Here is the practical sting, and it is the whole reason this section exists. x86’s strong model hides your bugs. Code that omits an acquire or release is very often still correct on x86, because TSO already enforces the order you forgot to ask for. Move that same binary’s logic to Arm and the missing ordering suddenly matters: the publish can become visible after the flag that announces it, and Rule 2 from Part 3 (“publish, then signal”) fails not because your code changed but because the machine stopped covering for you. The defense is to express ordering in the language’s model, not the chip’s: use std::atomic with an explicit memory_order, and let the compiler emit nothing on x86 and the right LDAR/STLR/DMB on Arm. A memory_order_acquire load is free on x86 and a real instruction on Arm. That is exactly the point.

Concretely, in a single-producer/single-consumer queue I work on, the Arm path needs a dmb ishst before the producer publishes the tail and a dmb ishld before the consumer reads the head; the x86 build needs neither barrier, because TSO already orders those stores and loads. The same exercise teaches the other half of the lesson: don’t reach for seq_cst everywhere out of fear. Blanket sequential consistency is both a performance tax and a smell that you haven’t thought about the actual happens-before edge; weaken to acquire/release where you can name that edge, and leave a genuinely subtle path (a multi-producer queue, say) strong until you’ve proven the weakening. Right-sizing ordering is its own skill, and it is architecture-dependent in a way that is easy to miss when you only ever test on a forgiving x86 desktop.

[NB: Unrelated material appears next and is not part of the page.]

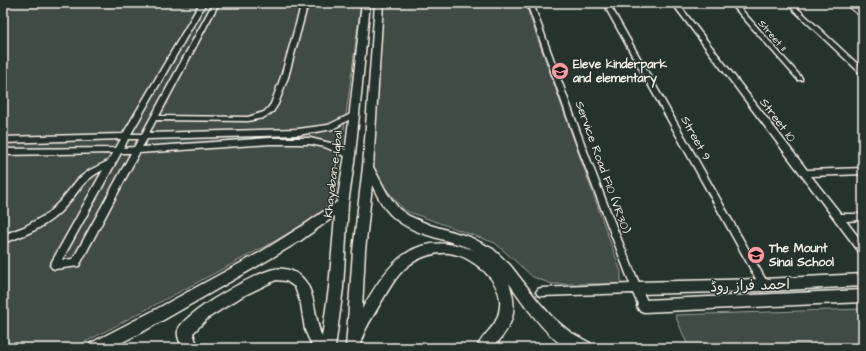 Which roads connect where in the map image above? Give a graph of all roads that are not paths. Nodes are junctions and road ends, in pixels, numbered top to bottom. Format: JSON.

2. “Memory” is a lie: topology

Suppose you get the ordering exactly right. There is still a second assumption hiding in your code: that memory is one uniform thing, equally far from every core. On any modern many-core part it isn’t, and the most vivid teaching example ever shipped is AMD’s Threadripper 2990WX.

Topology of the AMD Threadripper 2990WX: 32 cores on four Zen+ dies over Infinity Fabric, where only dies 0 and 2 have memory controllers; 1 and 3 are compute-only

32 cores across four dies, but only two of them have memory controllers. The other two reach RAM by hopping across the Infinity Fabric.

The 2990WX is 32 cores and 64 threads built as four Zen+ dies on one package, with 64 MB of L3 and a 250 W envelope. Each die is two core-complexes (a CCX of four cores sharing 8 MB of L3). The twist, the reason it is famous, is that AMD connected memory controllers to only two of the four dies. As ServeTheHome and others documented at launch, NUMA nodes 0 and 2 have local RAM and PCIe; nodes 1 and 3 are compute-only dies with zero local memory. Every byte a core on a compute die touches has to travel across the Infinity Fabric to a die that actually has a memory controller. Half your cores are a fabric hop away from all of RAM.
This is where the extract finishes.